◆ **EXERCISE INSTRUCTIONS**: A word-for-word transcription of the data below is required.
----- TASK MATERIAL -----
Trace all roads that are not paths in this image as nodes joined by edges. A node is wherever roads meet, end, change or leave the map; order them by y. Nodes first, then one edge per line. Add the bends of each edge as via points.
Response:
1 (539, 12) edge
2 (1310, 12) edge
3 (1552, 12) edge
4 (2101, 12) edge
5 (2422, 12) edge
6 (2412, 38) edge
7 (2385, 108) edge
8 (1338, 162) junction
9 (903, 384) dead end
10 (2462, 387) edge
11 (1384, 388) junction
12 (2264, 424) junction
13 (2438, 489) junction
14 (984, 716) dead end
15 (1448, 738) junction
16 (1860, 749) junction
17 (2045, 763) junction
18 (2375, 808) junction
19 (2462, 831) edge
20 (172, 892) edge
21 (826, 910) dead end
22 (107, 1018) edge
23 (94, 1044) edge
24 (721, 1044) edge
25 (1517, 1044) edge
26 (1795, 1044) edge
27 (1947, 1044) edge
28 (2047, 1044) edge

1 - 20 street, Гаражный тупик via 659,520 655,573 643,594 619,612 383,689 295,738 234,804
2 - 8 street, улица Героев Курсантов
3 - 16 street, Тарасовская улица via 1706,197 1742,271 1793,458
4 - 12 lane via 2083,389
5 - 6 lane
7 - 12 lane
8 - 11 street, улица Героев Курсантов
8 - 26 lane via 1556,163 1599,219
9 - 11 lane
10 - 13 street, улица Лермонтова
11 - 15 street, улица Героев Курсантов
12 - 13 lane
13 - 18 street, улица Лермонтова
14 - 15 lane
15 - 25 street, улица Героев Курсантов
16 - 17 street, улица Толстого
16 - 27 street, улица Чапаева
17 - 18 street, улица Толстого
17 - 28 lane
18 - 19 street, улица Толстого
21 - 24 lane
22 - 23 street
-----
◆ **ANSWER SECTION**:
Trace all roads that are not paths in this image as nodes joined by edges. A node is wherever roads meet, end, change or leave the map; order them by y. Nodes first, then one edge per line. Add the bends of each edge as via points.
Response:
1 (539, 12) edge
2 (1310, 12) edge
3 (1552, 12) edge
4 (2101, 12) edge
5 (2422, 12) edge
6 (2412, 38) edge
7 (2385, 108) edge
8 (1338, 162) junction
9 (903, 384) dead end
10 (2462, 387) edge
11 (1384, 388) junction
12 (2264, 424) junction
13 (2438, 489) junction
14 (984, 716) dead end
15 (1448, 738) junction
16 (1860, 749) junction
17 (2045, 763) junction
18 (2375, 808) junction
19 (2462, 831) edge
20 (172, 892) edge
21 (826, 910) dead end
22 (107, 1018) edge
23 (94, 1044) edge
24 (721, 1044) edge
25 (1517, 1044) edge
26 (1795, 1044) edge
27 (1947, 1044) edge
28 (2047, 1044) edge

1 - 20 street, Гаражный тупик via 659,520 655,573 643,594 619,612 383,689 295,738 234,804
2 - 8 street, улица Героев Курсантов
3 - 16 street, Тарасовская улица via 1706,197 1742,271 1793,458
4 - 12 lane via 2083,389
5 - 6 lane
7 - 12 lane
8 - 11 street, улица Героев Курсантов
8 - 26 lane via 1556,163 1599,219
9 - 11 lane
10 - 13 street, улица Лермонтова
11 - 15 street, улица Героев Курсантов
12 - 13 lane
13 - 18 street, улица Лермонтова
14 - 15 lane
15 - 25 street, улица Героев Курсантов
16 - 17 street, улица Толстого
16 - 27 street, улица Чапаева
17 - 18 street, улица Толстого
17 - 28 lane
18 - 19 street, улица Толстого
21 - 24 lane
22 - 23 street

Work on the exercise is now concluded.